Learning That Healing Gets More Painful Before It Gets Better
In 2016, the dislocations in my right knee got worse, and I had surgery, but the surgery didn't work. And that made my depression and anxiety - which already affected me- much worse. I lost the ability to compete and train my martial art, I didn't have the energy for choirs or social outings. I lost most of my friends, and those who did stick around I pushed away. I was so focused on all the things that being disabled took away from me - my dream career as a doctor in emergency medicine, my ability to compete in martial arts, and my energy to be out and about with my friends. And it wasn't until a few years later - in fact, in 2021 - that my perspective changed. That I fought hard to change my perspective on my disability, my circumstances, and what my future could hold. And the first step was to own my situation and step out of my comfort zone.

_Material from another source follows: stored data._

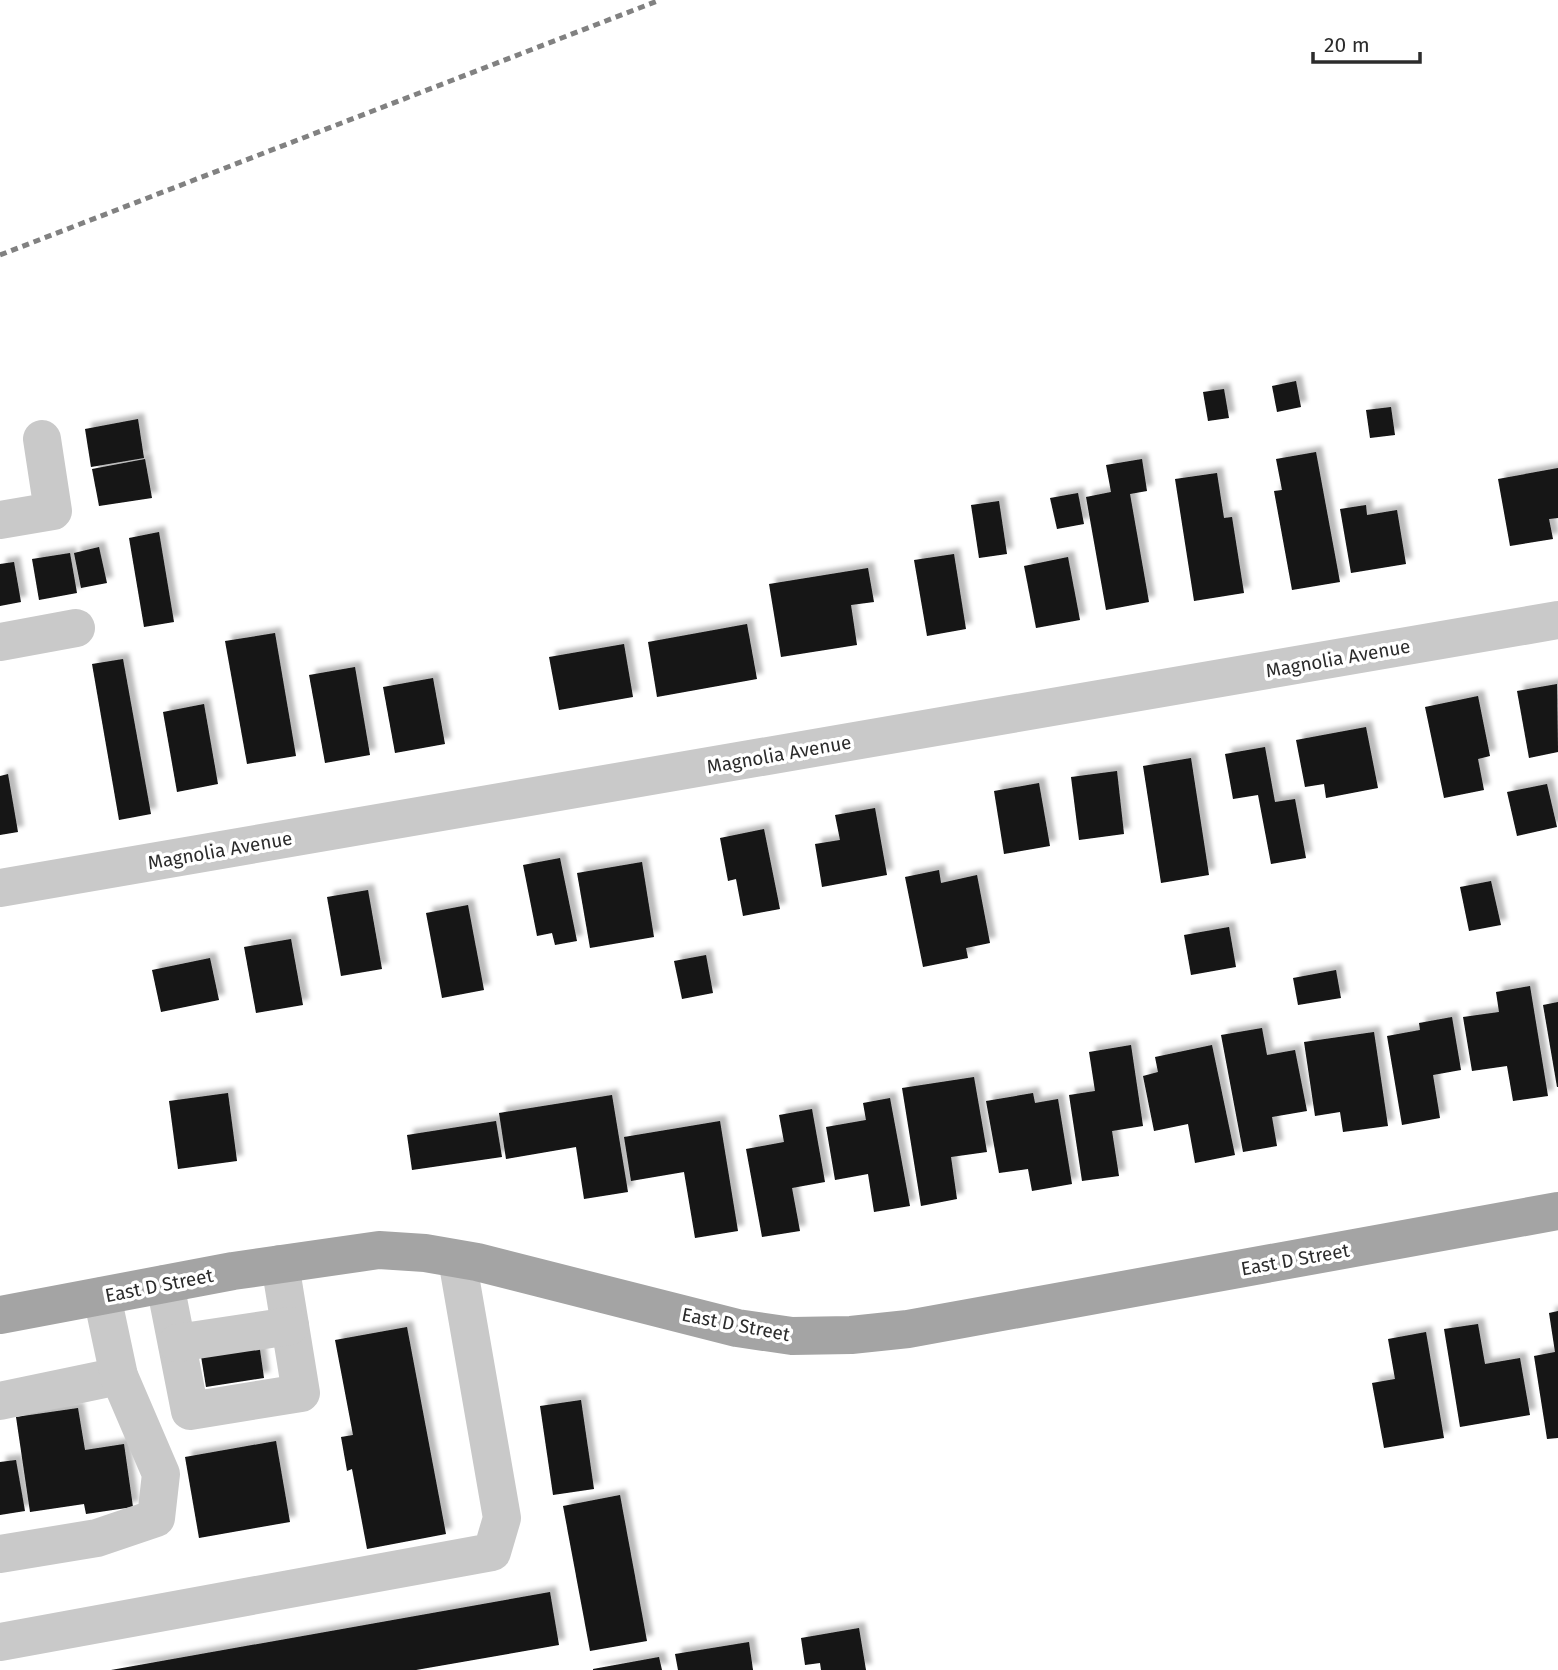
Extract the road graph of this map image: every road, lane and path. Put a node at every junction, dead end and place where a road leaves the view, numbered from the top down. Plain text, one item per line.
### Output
1 (42, 439) dead end
2 (0, 520) edge
3 (1558, 620) edge
4 (76, 628) dead end
5 (0, 642) edge
6 (0, 888) edge
7 (1558, 1211) edge
8 (457, 1259) junction
9 (280, 1264) junction
10 (165, 1284) junction
11 (102, 1296) junction
12 (0, 1315) edge
13 (290, 1326) junction
14 (177, 1343) junction
15 (119, 1376) junction
16 (0, 1401) edge
17 (0, 1553) edge
18 (0, 1642) edge

1 - 2 street
3 - 6 street, Magnolia Avenue
4 - 5 street
7 - 8 main road, East D Street
8 - 9 main road, East D Street
8 - 18 street
9 - 10 main road, East D Street
9 - 13 street
10 - 11 main road, East D Street
10 - 14 street
11 - 12 main road, East D Street
11 - 15 street
13 - 14 street
13 - 14 street
15 - 16 street
15 - 17 street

Living Life Through Adaptation
In 2021, I decided to be more open about my disabilities. I had been using a wheelchair regularly since 2020, but no one really knew what I was dealing with, and what my life looked like. So I stepped out of my comfort zone, and I used my voice. I met other people who knew my struggles - who had CRPS, hEDS, and comorbidities - and I bonded with them. I started the Disabled Students Association at my university with two of my best friends. I fought for advocacy, support, and understanding of the disabled community at my university. And when people asked how I did what I do, I would respond "I live my life through adaptation". I educated those around me as best I could. I forgave myself for the ways I would punish myself in the past for being disabled. I let myself mourn the life I had, and the life I dreamed of, and then focused on all of the lessons that I had learned through being disabled, and all of the opportunities I have found as a result of being openly disabled.
So, What Now?
Now, I fight. It is exhausting, but I fight. I fight to complete my Bachelor of Arts in Psychology and Anthropology. I fight to continue to raise awareness and change the perspective on the disabled community at my university. I fight to raise awareness for hEDS, CRPS, and disabilities in general. I fight to get the treatment and support I need - and to retain it. I fight to support my friends when they need me, to show them, love, when they need it the most, and when they don't - because I can. I fight to focus on the positives of my life, and what I have gained. Because I am so much more than my diagnosis. I am so much more than the wheelchair I use. And I have come such a long way in my healing. And I couldn't be prouder.